Go through the records line by line. Report how many lines contain "Sérgio", with nothing else.

(Beginning of DATASET ENTRIES)

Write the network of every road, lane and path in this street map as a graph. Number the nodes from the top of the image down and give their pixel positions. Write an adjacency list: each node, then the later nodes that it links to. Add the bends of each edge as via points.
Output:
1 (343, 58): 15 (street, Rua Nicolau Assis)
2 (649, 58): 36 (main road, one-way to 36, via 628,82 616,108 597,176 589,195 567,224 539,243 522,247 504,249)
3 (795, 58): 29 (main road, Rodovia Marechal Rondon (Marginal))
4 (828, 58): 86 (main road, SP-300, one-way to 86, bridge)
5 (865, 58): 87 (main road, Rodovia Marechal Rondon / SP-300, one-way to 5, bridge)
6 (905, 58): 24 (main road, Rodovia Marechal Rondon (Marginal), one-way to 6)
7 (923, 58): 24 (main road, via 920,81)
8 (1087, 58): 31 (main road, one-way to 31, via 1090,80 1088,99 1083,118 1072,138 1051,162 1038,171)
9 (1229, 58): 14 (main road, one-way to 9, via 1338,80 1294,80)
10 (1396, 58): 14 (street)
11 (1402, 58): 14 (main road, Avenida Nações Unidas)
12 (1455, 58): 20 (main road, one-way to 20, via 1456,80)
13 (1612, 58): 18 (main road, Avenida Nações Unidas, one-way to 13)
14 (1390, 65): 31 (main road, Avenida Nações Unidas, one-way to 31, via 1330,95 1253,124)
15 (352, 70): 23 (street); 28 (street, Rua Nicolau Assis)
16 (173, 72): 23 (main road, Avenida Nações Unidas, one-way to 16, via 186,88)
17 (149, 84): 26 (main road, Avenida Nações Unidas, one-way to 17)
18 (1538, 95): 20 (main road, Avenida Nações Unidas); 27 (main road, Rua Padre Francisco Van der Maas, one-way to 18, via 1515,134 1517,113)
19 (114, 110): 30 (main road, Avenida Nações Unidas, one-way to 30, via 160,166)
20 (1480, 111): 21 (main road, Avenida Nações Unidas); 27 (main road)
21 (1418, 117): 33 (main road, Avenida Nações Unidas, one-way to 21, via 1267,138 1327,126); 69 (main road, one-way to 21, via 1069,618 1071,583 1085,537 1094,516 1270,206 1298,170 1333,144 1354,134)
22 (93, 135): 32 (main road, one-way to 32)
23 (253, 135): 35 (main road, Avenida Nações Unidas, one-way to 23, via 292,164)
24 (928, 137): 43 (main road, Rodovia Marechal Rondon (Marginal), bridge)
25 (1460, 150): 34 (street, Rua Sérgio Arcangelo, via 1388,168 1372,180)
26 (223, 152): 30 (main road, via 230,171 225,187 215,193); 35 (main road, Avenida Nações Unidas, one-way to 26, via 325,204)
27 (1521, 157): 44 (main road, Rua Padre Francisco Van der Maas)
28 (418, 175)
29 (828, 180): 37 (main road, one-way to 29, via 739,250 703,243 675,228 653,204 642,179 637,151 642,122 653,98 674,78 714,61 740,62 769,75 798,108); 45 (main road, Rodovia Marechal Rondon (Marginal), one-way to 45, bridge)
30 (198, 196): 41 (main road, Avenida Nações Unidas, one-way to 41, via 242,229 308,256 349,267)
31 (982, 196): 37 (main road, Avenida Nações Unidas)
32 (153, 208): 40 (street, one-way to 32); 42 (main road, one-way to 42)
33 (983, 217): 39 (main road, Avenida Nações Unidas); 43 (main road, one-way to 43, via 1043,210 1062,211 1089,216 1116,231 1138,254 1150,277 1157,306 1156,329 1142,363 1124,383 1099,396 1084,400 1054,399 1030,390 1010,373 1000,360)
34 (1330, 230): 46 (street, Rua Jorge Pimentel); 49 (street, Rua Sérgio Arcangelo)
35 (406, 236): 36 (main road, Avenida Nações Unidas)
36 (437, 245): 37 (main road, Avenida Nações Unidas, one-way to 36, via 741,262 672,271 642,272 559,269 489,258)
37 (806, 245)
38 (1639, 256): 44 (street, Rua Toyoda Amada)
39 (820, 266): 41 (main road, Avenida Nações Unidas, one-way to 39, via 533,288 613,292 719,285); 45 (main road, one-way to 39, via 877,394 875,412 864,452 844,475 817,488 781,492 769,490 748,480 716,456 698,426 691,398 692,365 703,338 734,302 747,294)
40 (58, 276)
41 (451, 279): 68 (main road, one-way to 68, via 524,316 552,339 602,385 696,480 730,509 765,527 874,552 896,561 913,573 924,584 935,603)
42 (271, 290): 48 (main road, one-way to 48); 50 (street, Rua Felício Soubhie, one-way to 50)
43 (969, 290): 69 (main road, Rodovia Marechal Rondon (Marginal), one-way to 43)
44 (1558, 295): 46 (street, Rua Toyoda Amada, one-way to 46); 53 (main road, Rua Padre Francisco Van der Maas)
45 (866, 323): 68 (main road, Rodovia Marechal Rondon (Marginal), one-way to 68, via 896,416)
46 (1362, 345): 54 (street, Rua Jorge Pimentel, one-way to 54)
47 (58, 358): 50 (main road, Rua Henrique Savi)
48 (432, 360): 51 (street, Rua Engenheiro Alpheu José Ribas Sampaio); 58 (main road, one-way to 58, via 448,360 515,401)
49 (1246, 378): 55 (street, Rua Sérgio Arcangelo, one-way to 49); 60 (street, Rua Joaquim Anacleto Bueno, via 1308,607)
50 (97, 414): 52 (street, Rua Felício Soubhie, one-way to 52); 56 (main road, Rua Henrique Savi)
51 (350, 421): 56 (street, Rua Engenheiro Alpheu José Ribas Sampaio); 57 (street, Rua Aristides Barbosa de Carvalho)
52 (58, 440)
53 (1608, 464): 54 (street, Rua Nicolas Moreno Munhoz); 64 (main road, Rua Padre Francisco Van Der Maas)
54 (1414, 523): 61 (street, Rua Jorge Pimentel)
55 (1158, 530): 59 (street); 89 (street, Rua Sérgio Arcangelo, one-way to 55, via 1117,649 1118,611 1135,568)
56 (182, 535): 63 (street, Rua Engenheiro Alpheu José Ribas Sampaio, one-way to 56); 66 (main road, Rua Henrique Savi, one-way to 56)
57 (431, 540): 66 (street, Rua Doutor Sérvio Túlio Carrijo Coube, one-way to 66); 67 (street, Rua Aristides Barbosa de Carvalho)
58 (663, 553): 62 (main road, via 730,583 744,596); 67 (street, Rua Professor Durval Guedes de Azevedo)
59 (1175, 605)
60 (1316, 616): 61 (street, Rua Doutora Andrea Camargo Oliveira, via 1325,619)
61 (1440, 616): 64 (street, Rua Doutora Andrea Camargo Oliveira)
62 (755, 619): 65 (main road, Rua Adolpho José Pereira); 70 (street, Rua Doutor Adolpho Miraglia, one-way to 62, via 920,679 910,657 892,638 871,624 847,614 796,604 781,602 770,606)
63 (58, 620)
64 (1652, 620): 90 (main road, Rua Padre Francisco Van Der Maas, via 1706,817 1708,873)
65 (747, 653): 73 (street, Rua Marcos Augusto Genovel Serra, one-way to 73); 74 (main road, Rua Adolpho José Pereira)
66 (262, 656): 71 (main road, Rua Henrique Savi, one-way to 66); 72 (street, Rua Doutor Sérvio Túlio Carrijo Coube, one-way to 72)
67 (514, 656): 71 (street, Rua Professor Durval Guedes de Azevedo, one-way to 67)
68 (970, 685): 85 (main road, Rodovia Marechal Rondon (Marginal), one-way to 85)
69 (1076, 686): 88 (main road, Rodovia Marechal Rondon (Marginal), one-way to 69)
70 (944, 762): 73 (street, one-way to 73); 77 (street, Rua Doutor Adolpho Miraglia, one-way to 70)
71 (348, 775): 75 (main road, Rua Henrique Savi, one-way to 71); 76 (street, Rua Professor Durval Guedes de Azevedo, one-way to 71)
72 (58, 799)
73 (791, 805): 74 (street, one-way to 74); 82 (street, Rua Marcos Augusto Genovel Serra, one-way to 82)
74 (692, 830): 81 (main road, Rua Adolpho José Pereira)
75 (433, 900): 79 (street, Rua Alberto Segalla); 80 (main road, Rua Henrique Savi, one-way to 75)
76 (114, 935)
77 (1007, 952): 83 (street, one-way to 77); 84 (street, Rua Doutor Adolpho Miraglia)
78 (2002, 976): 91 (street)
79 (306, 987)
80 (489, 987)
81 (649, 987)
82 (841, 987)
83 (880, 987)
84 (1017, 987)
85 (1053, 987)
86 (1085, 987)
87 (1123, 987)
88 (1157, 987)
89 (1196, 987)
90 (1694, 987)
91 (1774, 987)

(End of DATASET ENTRIES)
(Beginning of DATASET ENTRIES)

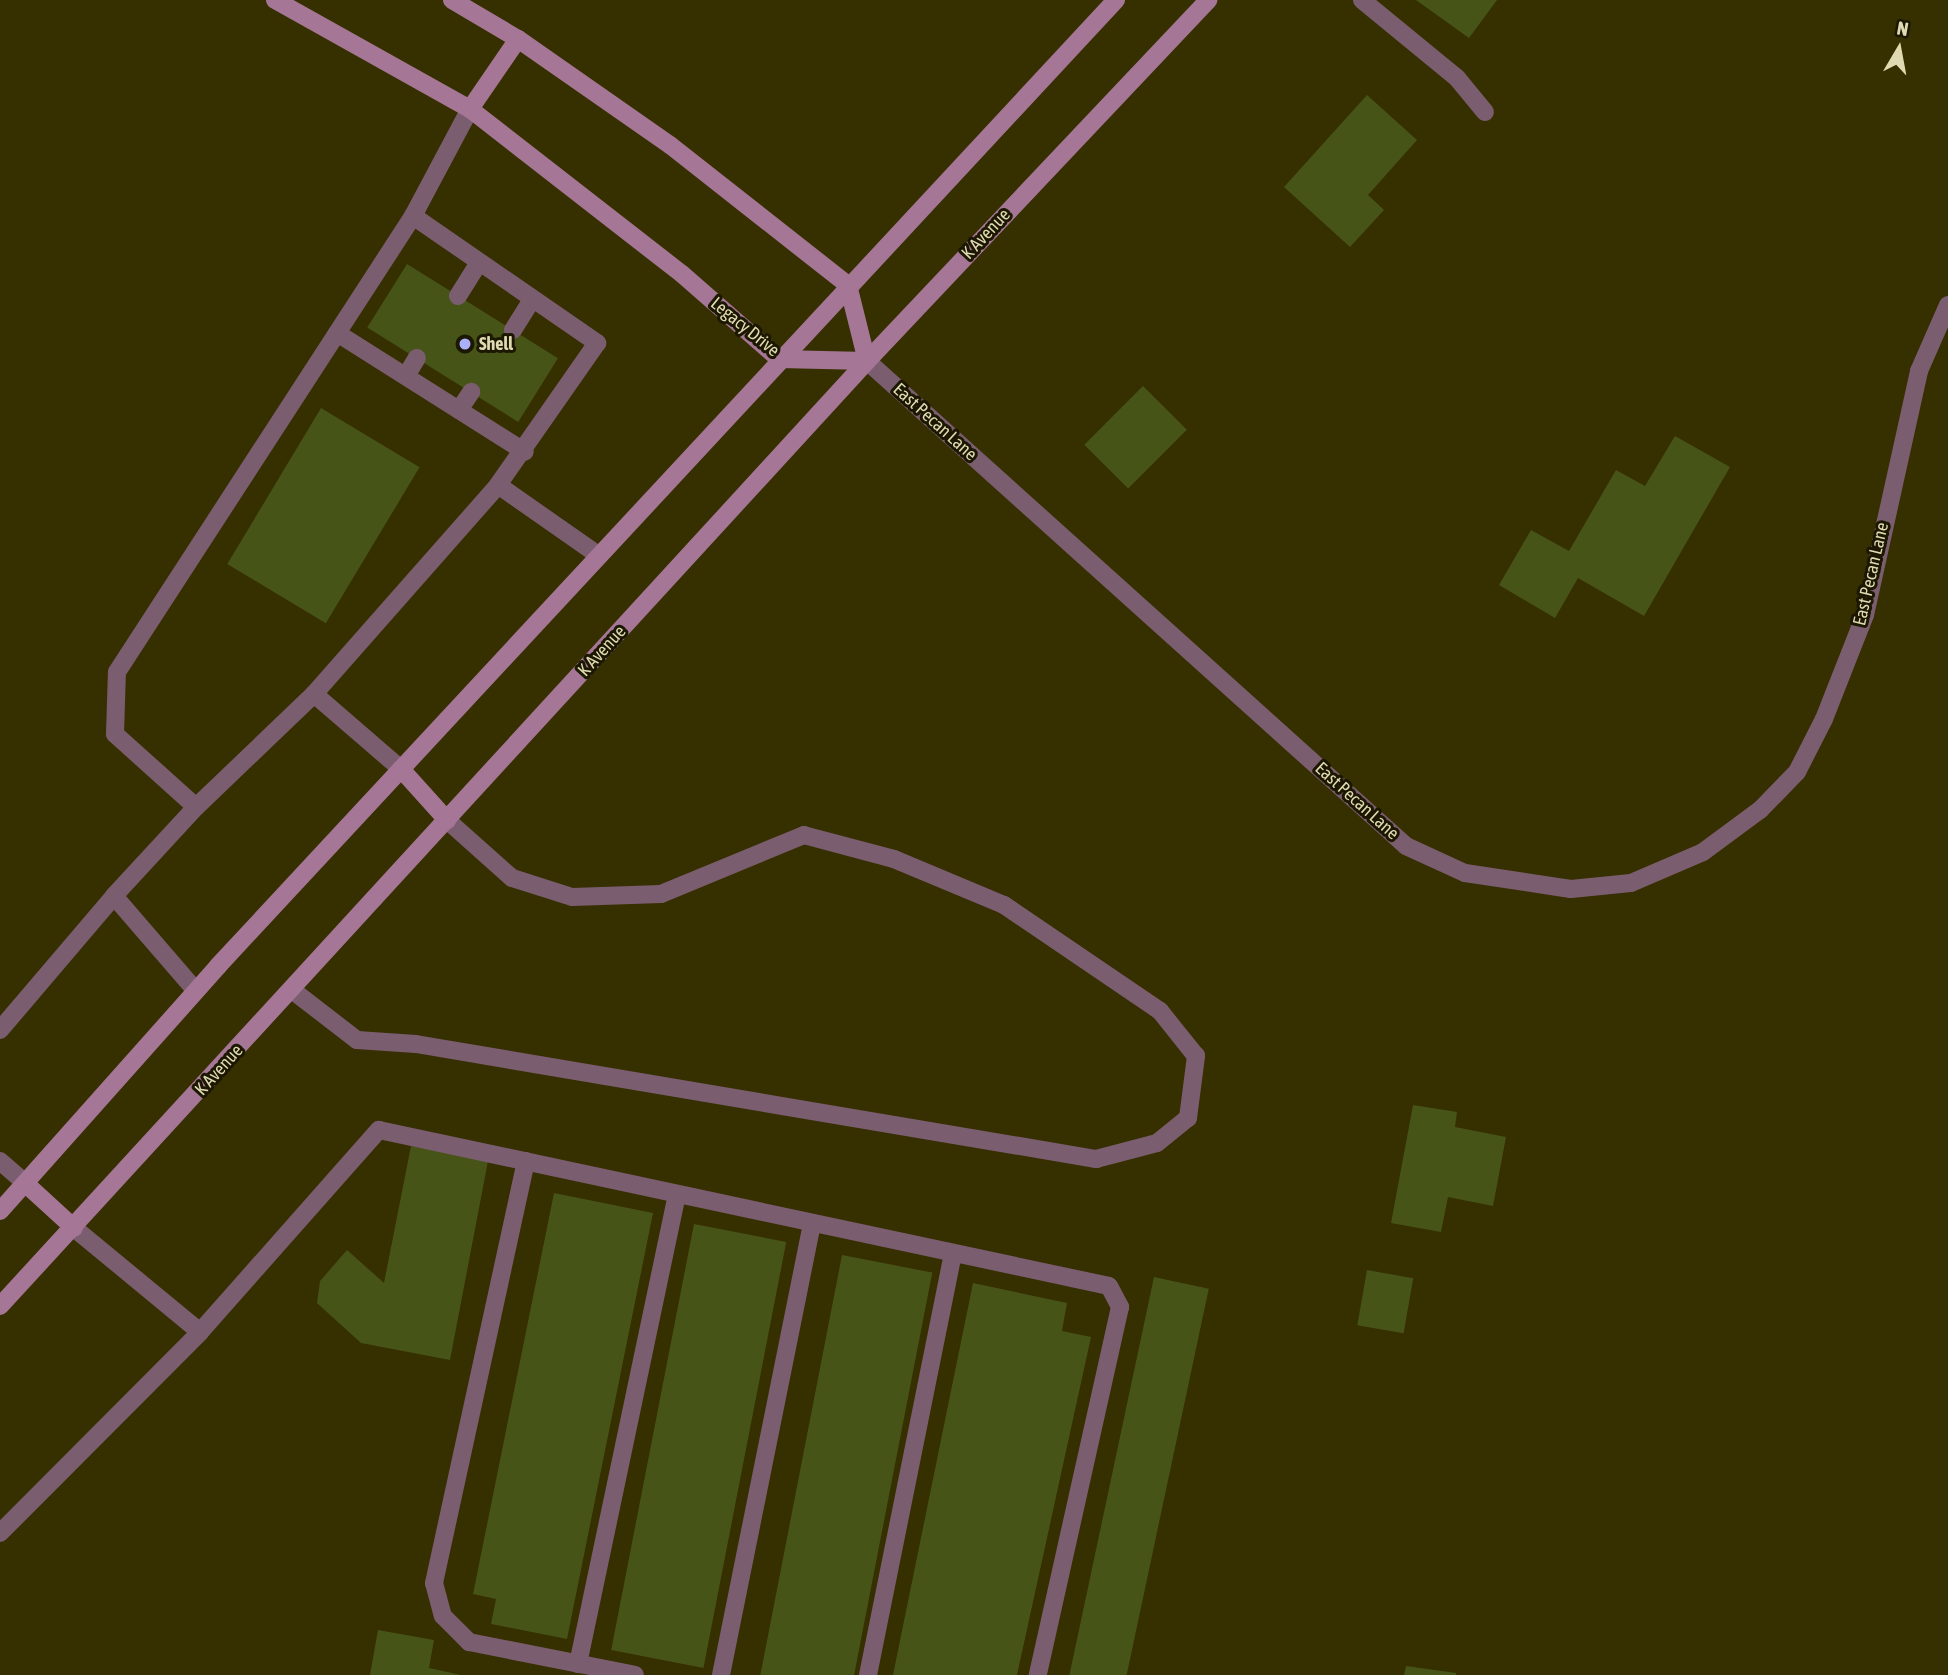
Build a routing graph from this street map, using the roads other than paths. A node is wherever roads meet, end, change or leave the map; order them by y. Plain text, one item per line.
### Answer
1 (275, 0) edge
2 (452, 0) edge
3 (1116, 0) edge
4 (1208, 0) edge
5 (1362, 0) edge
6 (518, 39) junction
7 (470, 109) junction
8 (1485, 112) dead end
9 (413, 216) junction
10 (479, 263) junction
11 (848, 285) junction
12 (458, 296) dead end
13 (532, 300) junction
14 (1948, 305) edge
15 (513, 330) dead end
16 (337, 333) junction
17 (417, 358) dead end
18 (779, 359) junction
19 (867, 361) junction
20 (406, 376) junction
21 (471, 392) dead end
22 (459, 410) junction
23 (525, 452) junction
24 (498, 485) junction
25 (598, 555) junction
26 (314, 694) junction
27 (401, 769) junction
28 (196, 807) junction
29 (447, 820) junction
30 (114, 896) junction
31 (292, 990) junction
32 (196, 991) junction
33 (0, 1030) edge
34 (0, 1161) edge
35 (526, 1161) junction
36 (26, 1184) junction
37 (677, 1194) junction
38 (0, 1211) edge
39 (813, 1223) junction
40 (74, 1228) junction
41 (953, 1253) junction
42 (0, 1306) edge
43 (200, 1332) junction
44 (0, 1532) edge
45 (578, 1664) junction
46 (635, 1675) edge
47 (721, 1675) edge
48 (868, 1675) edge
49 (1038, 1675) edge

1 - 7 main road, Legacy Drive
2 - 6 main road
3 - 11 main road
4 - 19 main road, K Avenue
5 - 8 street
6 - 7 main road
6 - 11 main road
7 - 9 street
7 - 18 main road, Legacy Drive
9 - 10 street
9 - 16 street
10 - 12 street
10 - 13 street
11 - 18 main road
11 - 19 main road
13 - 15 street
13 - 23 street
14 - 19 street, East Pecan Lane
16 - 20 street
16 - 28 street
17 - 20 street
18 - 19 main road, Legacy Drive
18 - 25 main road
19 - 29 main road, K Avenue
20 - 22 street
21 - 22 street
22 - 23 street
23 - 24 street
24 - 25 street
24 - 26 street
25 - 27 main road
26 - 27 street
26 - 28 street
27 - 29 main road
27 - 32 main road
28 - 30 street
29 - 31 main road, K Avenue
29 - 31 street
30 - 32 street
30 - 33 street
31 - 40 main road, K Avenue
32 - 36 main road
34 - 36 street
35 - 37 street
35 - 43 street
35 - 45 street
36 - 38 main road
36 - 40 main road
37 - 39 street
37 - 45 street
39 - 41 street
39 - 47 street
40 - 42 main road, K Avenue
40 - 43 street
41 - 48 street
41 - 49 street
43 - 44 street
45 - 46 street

(End of DATASET ENTRIES)

• ANSWER: 4